D.C. Circuit Review – Reviewed: Starting Slow
The D.C. Circuit opened 2023 with what could turn out to be the slowest week of the year. The court issued no opinions. It heard no oral arguments. And it issued only two brief unpublished judgments. I don’t begrudge the judges, clerks, and court staff their rest. But I must say it would’ve been helpful, particularly for my first week on the job, if there were at least one opinion to write about.
Instead of ending it there, however, I’ll flag a few administrative-law related developments that may be of interest to the readers:
- The Ohio Supreme Court ruled that, under Ohio law, agency interpretations of statutes should not be afforded a state analogue of Chevron deference but rather only Skidmore deference. The opinion also claims that in recent years other state courts have ruled similarly.
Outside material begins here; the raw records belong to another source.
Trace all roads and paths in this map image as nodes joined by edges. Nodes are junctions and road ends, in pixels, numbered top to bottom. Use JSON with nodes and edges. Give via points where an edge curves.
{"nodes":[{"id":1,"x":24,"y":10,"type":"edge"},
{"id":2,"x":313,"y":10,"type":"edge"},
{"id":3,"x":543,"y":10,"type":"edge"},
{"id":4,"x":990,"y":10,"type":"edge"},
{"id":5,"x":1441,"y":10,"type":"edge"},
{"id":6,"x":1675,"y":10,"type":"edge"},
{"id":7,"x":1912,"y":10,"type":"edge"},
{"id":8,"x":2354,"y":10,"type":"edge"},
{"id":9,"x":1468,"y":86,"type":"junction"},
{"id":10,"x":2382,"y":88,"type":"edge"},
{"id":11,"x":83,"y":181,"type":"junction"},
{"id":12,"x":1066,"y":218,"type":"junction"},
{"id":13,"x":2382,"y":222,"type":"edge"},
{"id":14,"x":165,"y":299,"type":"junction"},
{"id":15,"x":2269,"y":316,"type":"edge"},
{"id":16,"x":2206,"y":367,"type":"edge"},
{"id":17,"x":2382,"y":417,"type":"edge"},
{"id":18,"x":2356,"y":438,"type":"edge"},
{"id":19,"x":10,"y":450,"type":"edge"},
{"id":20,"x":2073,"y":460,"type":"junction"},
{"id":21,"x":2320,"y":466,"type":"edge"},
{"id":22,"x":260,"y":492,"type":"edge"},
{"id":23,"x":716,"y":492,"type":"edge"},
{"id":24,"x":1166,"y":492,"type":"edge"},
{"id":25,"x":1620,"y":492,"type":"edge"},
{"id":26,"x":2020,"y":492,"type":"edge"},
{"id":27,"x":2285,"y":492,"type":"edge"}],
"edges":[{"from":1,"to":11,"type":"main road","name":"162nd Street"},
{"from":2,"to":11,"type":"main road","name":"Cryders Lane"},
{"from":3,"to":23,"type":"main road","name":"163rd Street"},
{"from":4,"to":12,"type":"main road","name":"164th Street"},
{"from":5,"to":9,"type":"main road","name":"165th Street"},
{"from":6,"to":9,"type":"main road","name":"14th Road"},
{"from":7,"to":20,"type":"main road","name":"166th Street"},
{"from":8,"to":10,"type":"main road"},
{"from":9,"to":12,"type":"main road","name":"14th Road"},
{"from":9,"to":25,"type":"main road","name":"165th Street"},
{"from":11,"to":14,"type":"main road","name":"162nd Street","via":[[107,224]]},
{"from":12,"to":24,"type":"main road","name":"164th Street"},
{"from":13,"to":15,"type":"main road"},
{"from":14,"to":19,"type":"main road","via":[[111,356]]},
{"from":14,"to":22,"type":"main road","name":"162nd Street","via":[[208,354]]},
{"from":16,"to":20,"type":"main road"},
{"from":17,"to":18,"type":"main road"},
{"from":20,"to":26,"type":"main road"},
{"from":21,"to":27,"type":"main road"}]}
- On the Friday before the New Year, the EPA announced another final rule attempting to define “waters of the United States” in the Clean Water Act. In October of 2022, the Supreme Court heard oral argument in Sackett v. EPA, which asks the Court to interpret that same language.
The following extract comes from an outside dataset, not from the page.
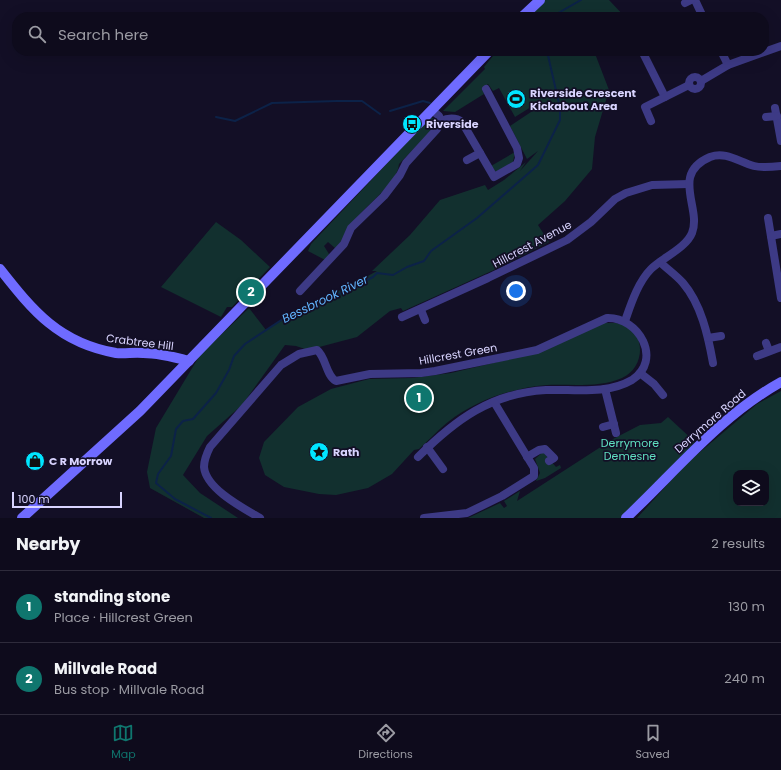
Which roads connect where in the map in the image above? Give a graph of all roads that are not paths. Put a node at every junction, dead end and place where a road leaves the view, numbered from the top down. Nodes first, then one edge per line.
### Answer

- The FTC issued a proposed rule that would ban non-compete clauses in employment contracts.
- And there are several newly posted academic articles relating to administrative law issues, including on Chevron deference, the nondelegation doctrine, presidential prerogatives, and a theory of separation of powers based on “a principle of antidomination.” (Thanks to the Legal Theory Blog for collecting these and other papers.)
I’m very pleased to be joining the D.C. Circuit Review crew, and I look forward to reviewing at least one opinion in 2023.